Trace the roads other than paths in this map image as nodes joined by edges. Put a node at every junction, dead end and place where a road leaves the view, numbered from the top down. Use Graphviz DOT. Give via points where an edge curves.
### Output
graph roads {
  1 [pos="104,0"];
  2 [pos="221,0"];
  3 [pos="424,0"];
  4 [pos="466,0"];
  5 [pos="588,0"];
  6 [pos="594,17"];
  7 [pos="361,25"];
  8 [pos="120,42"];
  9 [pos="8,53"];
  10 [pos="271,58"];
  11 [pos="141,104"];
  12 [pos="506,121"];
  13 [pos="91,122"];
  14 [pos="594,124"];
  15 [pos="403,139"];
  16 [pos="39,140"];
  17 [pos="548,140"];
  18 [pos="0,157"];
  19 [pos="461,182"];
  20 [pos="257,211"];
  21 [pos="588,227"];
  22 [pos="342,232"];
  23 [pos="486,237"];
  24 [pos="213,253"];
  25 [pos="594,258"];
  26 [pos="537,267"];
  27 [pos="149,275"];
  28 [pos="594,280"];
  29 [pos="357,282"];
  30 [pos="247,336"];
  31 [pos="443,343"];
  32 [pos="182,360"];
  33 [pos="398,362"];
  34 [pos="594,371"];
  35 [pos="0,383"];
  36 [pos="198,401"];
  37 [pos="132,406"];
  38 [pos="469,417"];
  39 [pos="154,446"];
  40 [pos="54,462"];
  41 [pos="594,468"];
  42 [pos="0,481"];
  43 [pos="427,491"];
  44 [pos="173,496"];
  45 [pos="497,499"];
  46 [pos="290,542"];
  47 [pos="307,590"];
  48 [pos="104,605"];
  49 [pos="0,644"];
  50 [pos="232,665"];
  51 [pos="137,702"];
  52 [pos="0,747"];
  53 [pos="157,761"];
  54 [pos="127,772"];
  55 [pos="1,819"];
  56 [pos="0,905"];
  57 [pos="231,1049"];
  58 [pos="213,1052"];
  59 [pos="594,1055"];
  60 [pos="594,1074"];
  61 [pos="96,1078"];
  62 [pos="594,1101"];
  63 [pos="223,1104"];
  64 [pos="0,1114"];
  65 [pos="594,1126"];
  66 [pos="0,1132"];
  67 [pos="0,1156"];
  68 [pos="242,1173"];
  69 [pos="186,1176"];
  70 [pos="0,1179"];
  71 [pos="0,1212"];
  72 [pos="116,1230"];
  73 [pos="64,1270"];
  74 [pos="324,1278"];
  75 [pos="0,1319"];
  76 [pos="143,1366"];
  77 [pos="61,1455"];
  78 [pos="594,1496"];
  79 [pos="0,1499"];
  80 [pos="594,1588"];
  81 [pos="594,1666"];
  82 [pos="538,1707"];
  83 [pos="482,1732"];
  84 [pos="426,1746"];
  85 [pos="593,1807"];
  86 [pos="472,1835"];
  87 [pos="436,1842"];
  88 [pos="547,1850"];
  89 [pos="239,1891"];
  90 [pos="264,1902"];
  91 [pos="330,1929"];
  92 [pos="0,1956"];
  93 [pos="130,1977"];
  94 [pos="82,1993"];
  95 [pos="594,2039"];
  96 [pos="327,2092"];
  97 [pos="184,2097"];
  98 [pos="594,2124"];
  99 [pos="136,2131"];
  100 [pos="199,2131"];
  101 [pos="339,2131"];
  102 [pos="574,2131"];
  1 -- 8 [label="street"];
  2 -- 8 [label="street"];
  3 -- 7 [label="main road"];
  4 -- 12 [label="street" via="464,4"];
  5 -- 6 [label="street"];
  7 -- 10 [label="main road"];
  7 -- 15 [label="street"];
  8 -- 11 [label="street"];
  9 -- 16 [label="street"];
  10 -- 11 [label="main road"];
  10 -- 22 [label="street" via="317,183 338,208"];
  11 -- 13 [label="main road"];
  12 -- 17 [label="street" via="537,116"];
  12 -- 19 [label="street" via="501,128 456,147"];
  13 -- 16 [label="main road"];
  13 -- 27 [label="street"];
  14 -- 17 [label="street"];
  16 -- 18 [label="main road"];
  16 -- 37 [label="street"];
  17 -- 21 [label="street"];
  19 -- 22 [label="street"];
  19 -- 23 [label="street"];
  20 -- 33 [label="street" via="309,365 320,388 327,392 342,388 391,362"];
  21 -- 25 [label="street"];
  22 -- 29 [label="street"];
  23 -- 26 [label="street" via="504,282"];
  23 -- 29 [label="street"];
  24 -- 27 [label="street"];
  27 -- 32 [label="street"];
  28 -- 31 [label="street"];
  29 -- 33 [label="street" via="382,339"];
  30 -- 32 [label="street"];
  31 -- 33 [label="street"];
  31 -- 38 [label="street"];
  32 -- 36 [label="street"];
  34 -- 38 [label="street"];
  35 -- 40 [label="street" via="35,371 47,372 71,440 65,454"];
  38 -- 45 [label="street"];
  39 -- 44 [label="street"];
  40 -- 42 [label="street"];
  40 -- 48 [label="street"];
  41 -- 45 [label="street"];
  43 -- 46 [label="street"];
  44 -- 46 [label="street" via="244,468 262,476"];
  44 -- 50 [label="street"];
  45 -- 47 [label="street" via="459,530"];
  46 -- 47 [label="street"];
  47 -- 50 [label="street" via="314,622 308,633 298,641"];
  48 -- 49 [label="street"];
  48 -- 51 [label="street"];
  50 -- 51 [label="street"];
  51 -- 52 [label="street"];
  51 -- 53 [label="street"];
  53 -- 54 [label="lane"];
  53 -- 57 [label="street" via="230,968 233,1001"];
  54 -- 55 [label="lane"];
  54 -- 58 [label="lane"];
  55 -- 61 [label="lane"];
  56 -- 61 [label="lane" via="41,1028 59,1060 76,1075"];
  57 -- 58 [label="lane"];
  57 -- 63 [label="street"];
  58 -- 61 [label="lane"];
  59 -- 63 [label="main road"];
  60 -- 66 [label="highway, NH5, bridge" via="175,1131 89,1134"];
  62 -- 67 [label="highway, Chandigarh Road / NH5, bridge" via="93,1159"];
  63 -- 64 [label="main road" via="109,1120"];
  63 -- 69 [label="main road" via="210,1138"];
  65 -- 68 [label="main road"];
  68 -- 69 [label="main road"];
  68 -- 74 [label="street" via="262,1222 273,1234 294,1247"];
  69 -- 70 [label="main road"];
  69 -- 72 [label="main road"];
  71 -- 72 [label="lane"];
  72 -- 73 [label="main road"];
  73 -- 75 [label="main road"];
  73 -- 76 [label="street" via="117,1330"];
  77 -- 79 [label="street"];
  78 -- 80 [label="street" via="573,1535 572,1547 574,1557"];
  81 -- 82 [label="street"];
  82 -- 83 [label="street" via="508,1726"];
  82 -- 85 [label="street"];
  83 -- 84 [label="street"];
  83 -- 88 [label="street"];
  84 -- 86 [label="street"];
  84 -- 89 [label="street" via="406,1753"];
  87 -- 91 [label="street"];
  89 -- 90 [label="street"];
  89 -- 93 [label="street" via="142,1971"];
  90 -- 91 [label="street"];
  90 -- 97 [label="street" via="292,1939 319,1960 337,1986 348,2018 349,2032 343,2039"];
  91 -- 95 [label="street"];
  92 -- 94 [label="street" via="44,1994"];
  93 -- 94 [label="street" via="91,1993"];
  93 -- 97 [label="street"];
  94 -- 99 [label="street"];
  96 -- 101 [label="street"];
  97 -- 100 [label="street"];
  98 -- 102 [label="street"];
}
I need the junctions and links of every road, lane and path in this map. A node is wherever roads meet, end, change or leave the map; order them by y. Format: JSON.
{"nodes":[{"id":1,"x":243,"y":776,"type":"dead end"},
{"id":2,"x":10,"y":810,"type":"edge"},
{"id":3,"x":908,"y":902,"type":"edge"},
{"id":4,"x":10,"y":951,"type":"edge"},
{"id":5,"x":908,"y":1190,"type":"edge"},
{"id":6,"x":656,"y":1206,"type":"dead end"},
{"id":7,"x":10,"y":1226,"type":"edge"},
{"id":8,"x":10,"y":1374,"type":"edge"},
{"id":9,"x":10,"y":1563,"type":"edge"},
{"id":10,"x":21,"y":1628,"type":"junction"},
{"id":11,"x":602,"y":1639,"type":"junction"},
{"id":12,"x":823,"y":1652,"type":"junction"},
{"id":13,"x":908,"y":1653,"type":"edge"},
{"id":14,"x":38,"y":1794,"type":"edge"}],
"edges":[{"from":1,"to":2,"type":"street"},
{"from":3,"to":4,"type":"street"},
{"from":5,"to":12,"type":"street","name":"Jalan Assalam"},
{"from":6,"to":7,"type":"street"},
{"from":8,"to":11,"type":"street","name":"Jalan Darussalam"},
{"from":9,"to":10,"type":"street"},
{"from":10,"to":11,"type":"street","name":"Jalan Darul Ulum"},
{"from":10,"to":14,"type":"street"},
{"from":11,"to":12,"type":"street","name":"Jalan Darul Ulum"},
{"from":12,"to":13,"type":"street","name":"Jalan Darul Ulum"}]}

What you should do ::
The answer must consist of every line above that holds the string "Ulum", copied exactly.

Solution ::
{"from":10,"to":11,"type":"street","name":"Jalan Darul Ulum"},
{"from":11,"to":12,"type":"street","name":"Jalan Darul Ulum"},
{"from":12,"to":13,"type":"street","name":"Jalan Darul Ulum"}]}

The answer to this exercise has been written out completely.